Again the Englishman nodded toward the window.

"I will use the wings you were kind enough to say I must possess," he answered, enigmatically.

Peering out cautiously from his post of observation in the embrasure, Stuart saw that both Manuel and Leborge hesitated at the entrance to the dark passage which led from the Dining Hall and Queen's Chamber to the inner court, from whence went the paths leading respectively to the outer gate, whither Manuel must go, and to the battlements, where Leborge was to reappear as the ghost of Christophe.

"You are afraid of each other?" queried Cecil, with his faint smile. "Well, perhaps you have reason! I will go through the passage with both of you. As I said before, each of us needs the other."

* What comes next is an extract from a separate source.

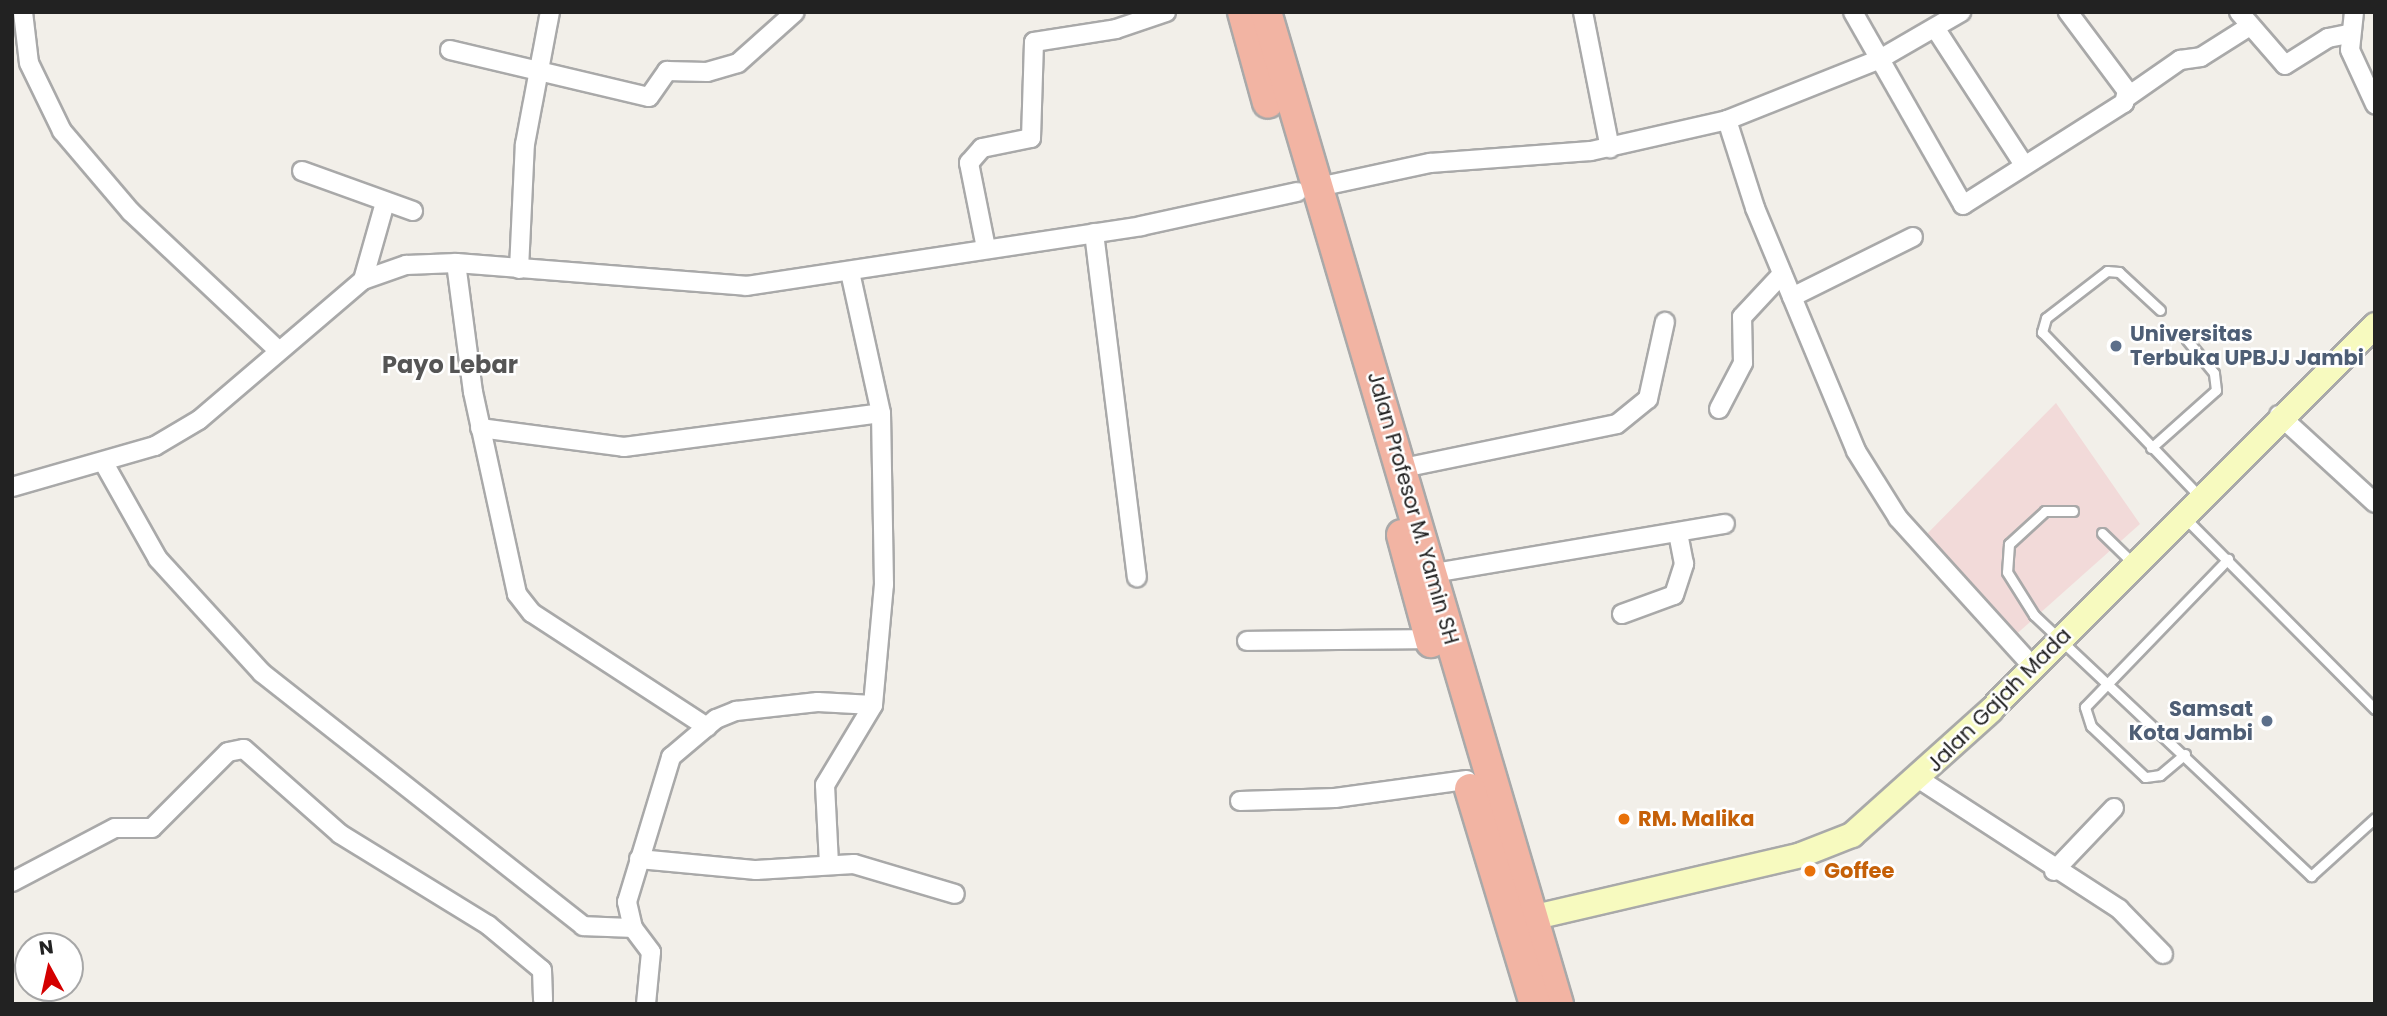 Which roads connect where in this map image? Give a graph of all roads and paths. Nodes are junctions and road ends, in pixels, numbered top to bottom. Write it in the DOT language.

Relief and hate passed like shadows across the faces of Leborge and Manuel. Each had intended to kill the other in the dark of those passages, each had feared that he might be slain himself. As Cecil knew, once out in the open, mutual distrust and watchfulness would ensure the keeping of the peace.

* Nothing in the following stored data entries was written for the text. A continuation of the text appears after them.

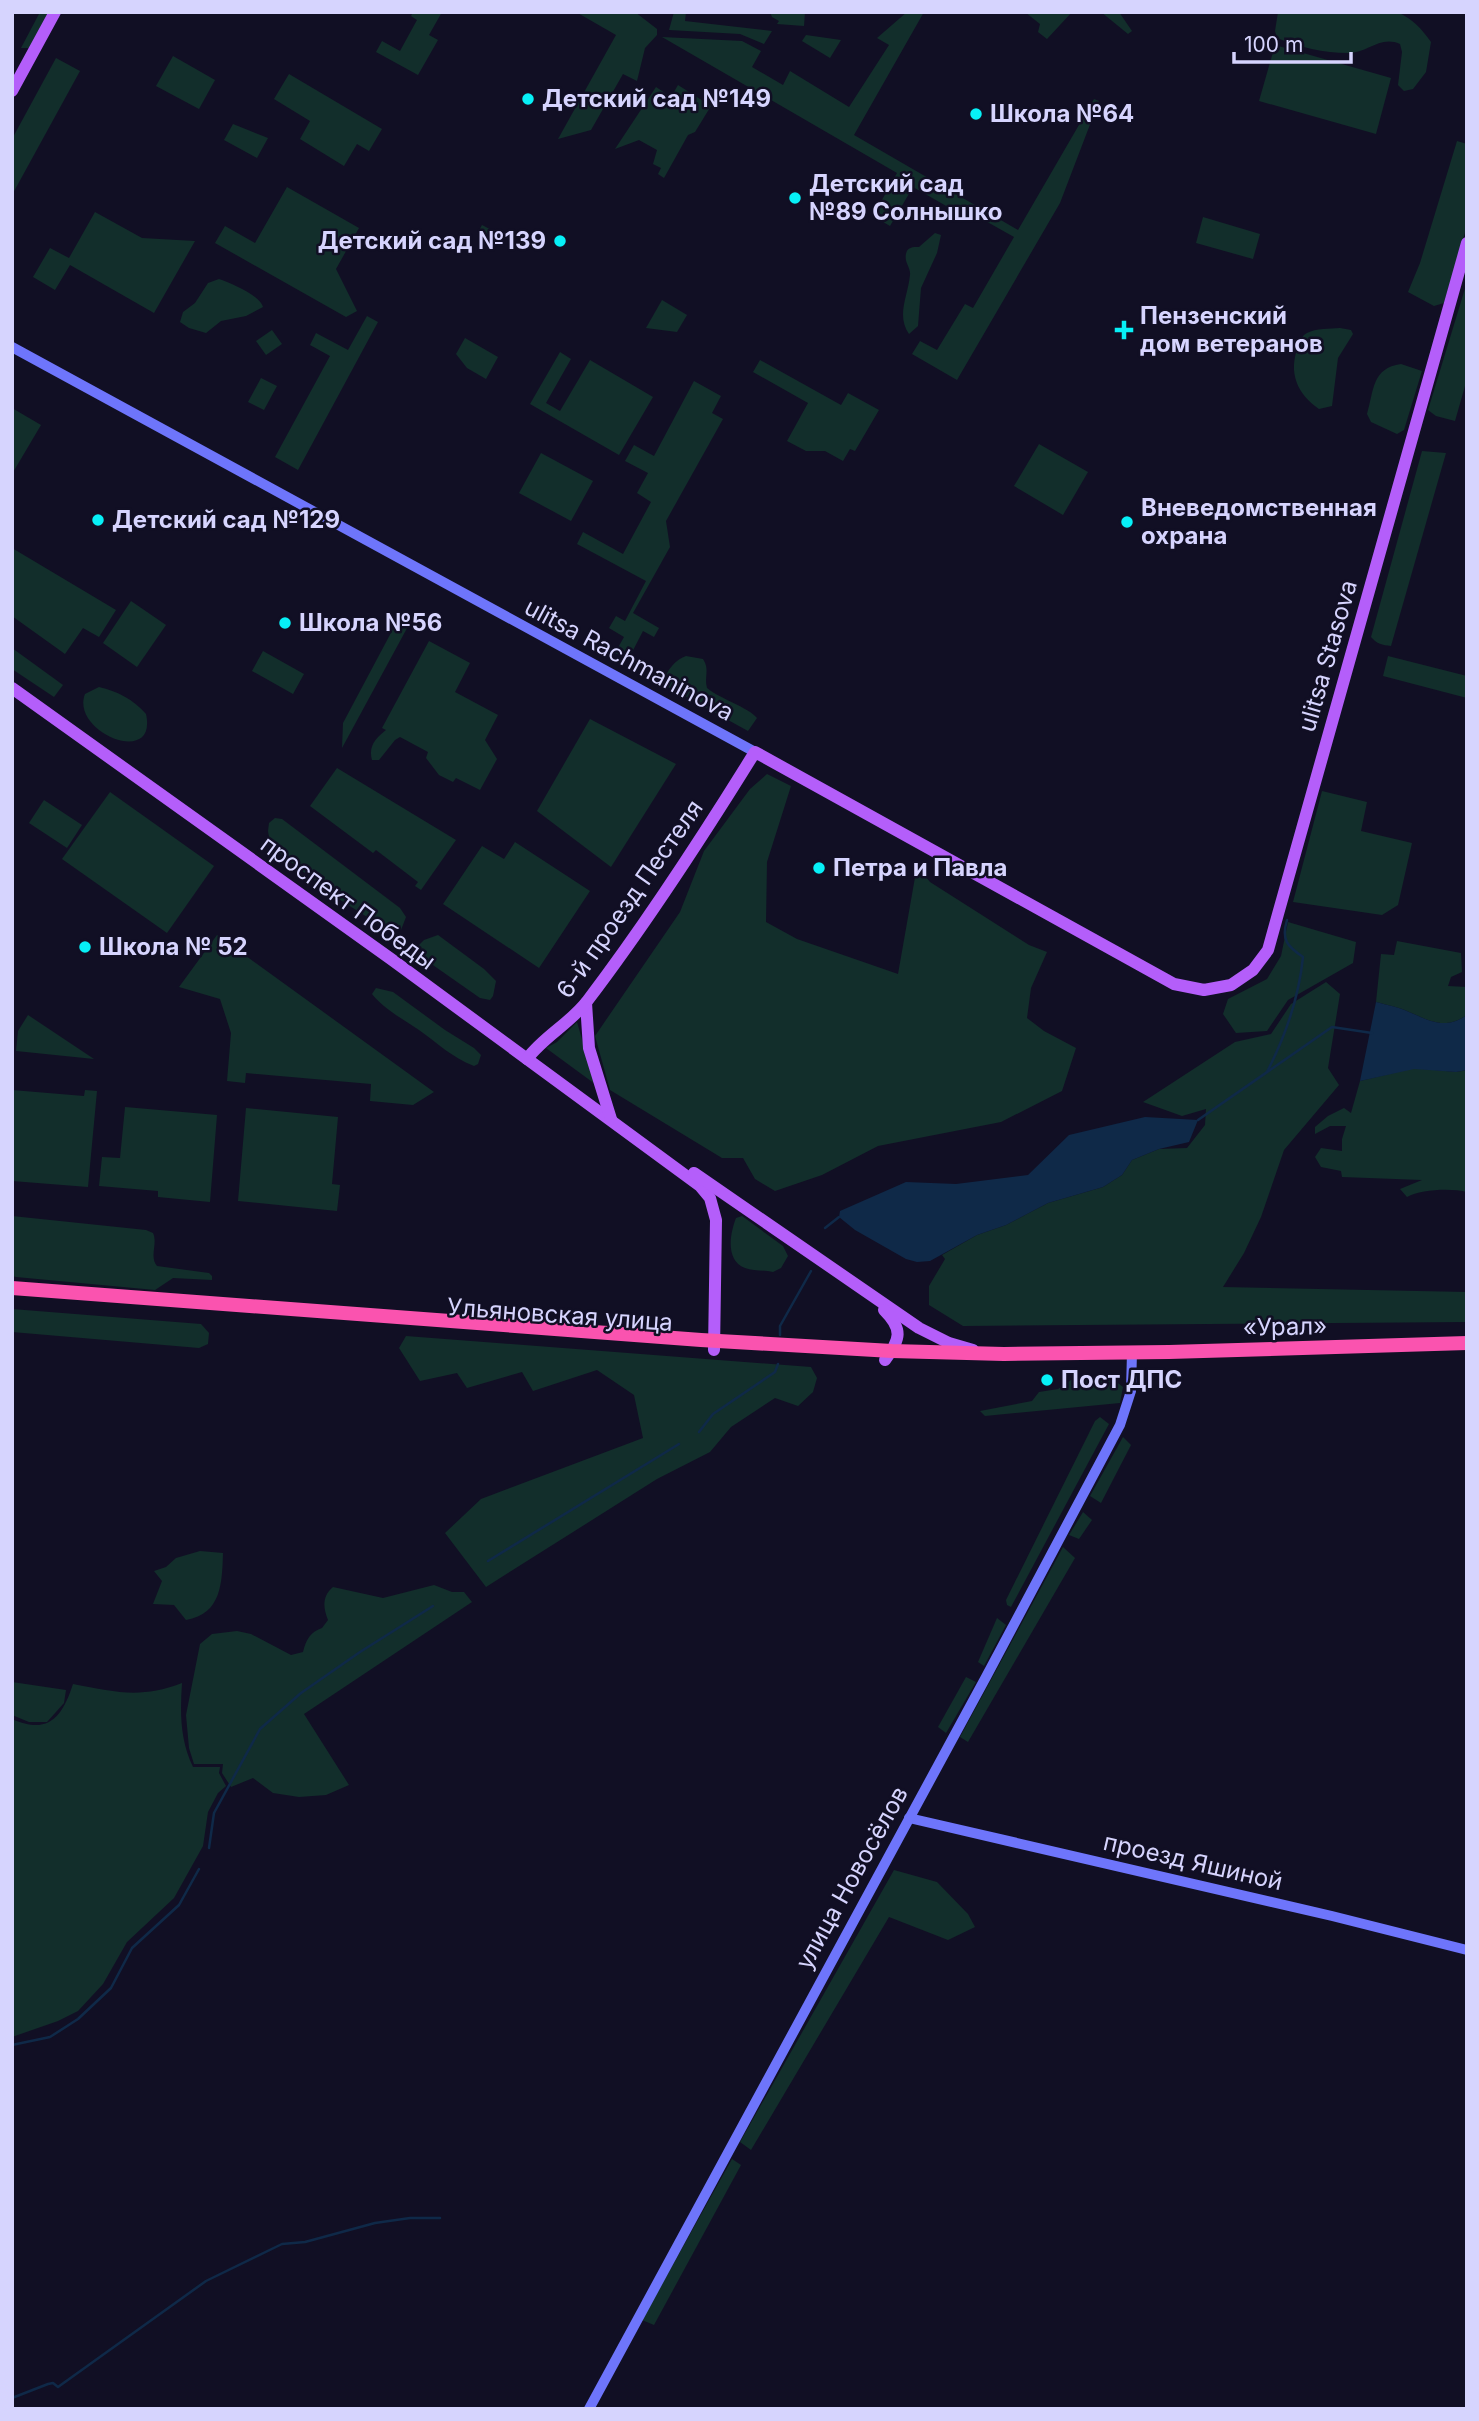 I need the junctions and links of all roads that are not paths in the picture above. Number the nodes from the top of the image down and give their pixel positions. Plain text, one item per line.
1 (55, 12) edge
2 (12, 91) edge
3 (1467, 243) edge
4 (12, 347) edge
5 (15, 690) edge
6 (755, 752) junction
7 (1231, 985) joint
8 (586, 1003) junction
9 (527, 1059) junction
10 (611, 1119) junction
11 (651, 1149) junction
12 (741, 1205) junction
13 (717, 1231) junction
14 (12, 1288) edge
15 (860, 1289) junction
16 (12, 1297) edge
17 (714, 1321) junction
18 (670, 1338) junction
19 (1467, 1343) edge
20 (714, 1345) junction
21 (1467, 1351) edge
22 (990, 1354) junction
23 (889, 1355) junction
24 (1132, 1356) junction
25 (1104, 1357) junction
26 (909, 1818) junction
27 (1467, 1950) edge
28 (589, 2409) edge

1 - 2 main road
3 - 7 main road, ulitsa Stasova
4 - 6 street, ulitsa Rachmaninova
5 - 9 main road, проспект Победы
6 - 7 main road, ulitsa Rachmaninova
6 - 8 main road, 6-й проезд Пестеля
8 - 9 main road, 6-й проезд Пестеля
8 - 10 main road
9 - 10 main road, проспект Победы
10 - 11 main road, проспект Победы
11 - 12 main road, проспект Победы
11 - 13 main road, проспект Победы
12 - 13 main road
12 - 15 main road, проспект Победы
13 - 17 main road, проспект Победы
14 - 18 highway, Ульяновская улица
15 - 22 main road, проспект Победы
15 - 23 main road, проспект Победы
16 - 20 highway, Ульяновская улица
17 - 18 main road
17 - 20 main road, проспект Победы
18 - 20 highway, Ульяновская улица
19 - 24 highway, «Урал»
20 - 23 highway, Ульяновская улица
21 - 24 highway, «Урал»
22 - 23 highway, Ульяновская улица
22 - 25 highway, Ульяновская улица
23 - 25 highway, Ульяновская улица
24 - 25 highway, «Урал»
24 - 26 street, улица Новосёлов
26 - 27 street, проезд Яшиной
26 - 28 street, улица Новосёлов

Stuart, listening intently for the sound of shots, heard in the distance the Englishman's voice:

"I forgot my pipe. I'll just go back for it."

And then he heard steps coming at a light, but fast run. Evidently Cecil wanted to gain time.

The Englishman came in swiftly, picked up his pipe—which he had left on the stone—slipped across toward the window, moved a loosened stone and drew out from a cavity in the wall a green bundle from which some straps were hanging. These he buckled on as a body-harness. Stuart had never seen fingers that moved so quickly, or which had less appearance of hurry.

A thought struck him. Impulsively, he leaped from the embrasure.

A glitter told him that the gun was covering him.

He spoke breathlessly.

"Manuel expected me to kill Leborge. He'll kill me for not doing it."

In answer to a commanding look of interrogation, Stuart went on:

"I'm an American, and straight. I'll tell you all about it, later. Guess there isn't much time, now. Take me with you."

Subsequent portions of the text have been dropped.